___ Data extract
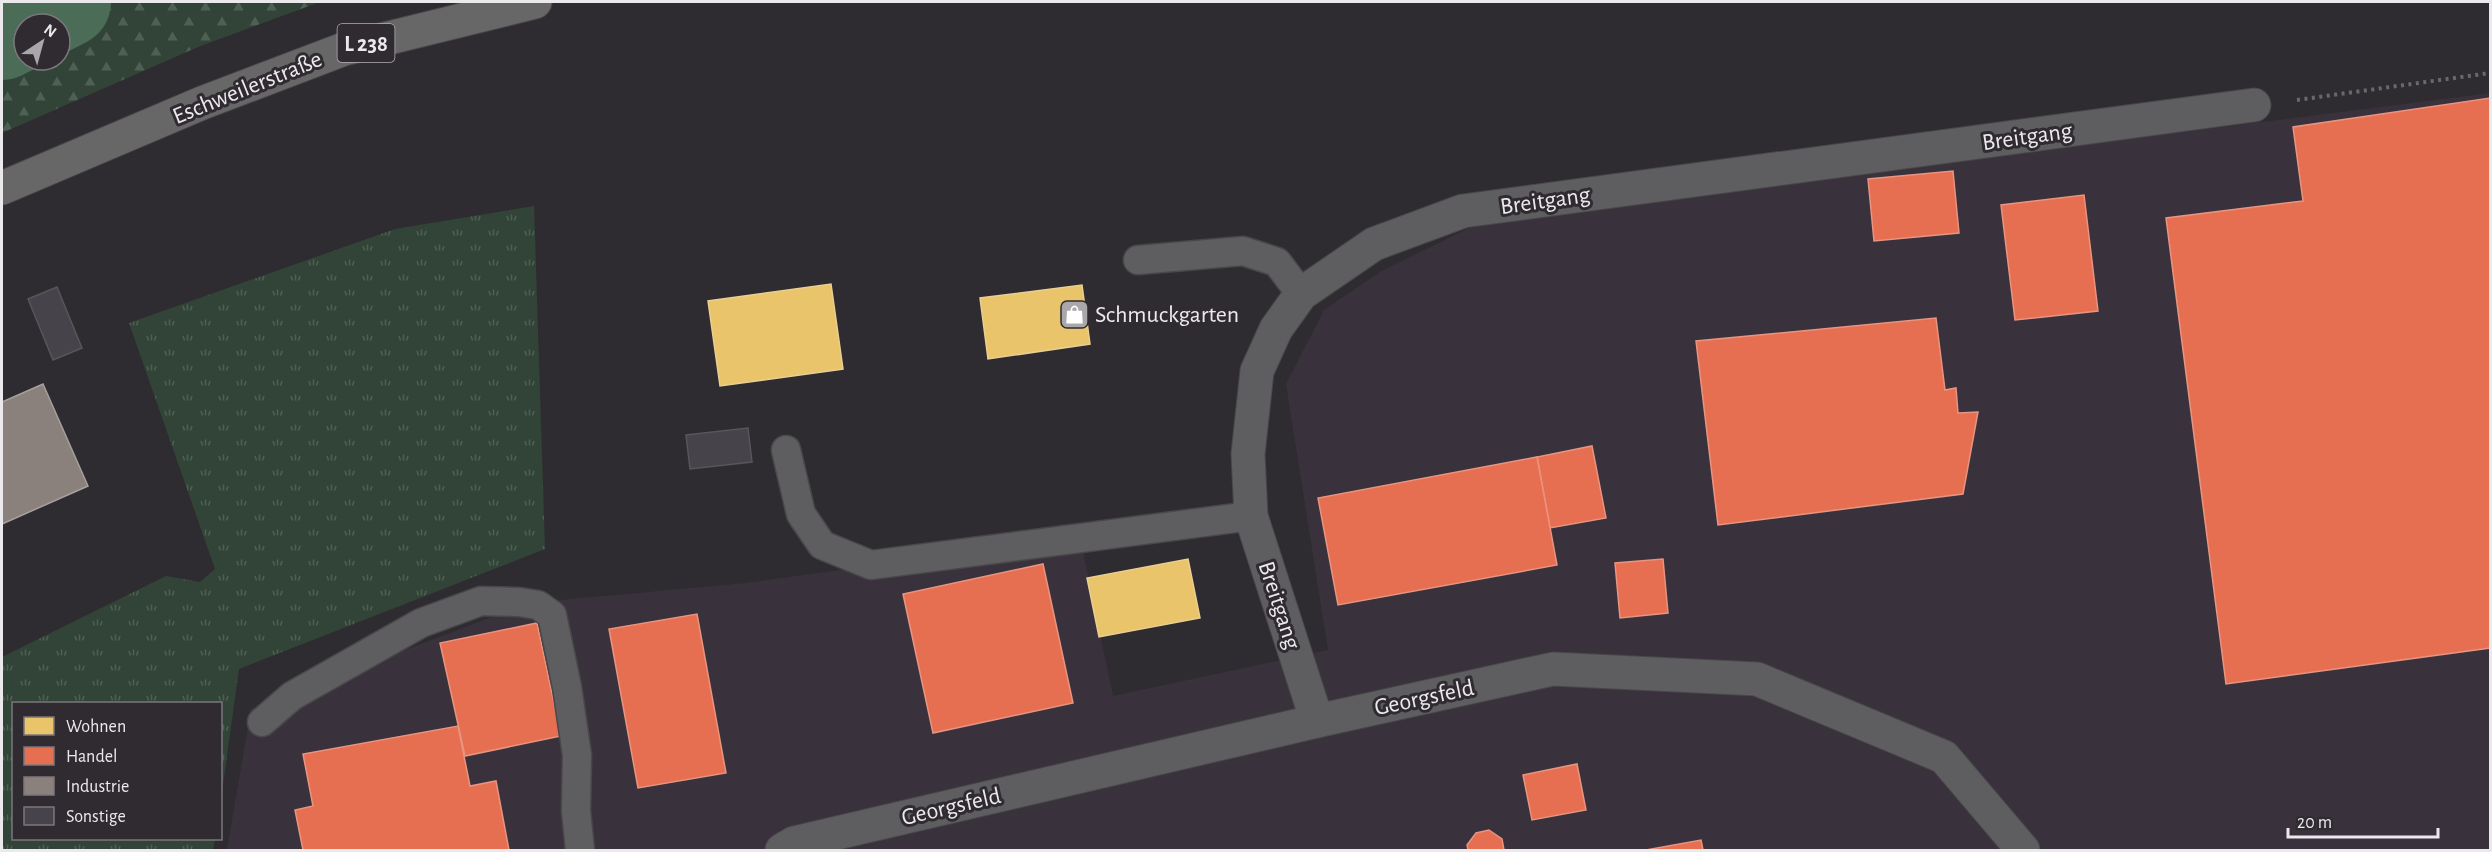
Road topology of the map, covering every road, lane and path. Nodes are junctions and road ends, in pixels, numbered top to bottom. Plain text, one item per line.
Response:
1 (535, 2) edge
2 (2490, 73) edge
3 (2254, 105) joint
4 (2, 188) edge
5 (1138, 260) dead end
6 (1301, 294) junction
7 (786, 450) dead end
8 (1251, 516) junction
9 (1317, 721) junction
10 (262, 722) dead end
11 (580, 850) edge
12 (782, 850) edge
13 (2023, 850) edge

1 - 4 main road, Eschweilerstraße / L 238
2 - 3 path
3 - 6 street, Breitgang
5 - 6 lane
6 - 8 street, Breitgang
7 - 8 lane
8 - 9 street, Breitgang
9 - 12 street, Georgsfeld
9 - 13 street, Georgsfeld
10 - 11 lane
______
___ Data extract
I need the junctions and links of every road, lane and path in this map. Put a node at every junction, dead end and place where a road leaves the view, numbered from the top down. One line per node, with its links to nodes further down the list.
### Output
______
**Directions for this task:**
The lines holding the word "every" are the answer. Pull them out of the records and copy them.

**Output for this task:**
Road topology of the map, covering every road, lane and path. Nodes are junctions and road ends, in pixels, numbered top to bottom. Plain text, one item per line.
I need the junctions and links of every road, lane and path in this map. Put a node at every junction, dead end and place where a road leaves the view, numbered from the top down. One line per node, with its links to nodes further down the list.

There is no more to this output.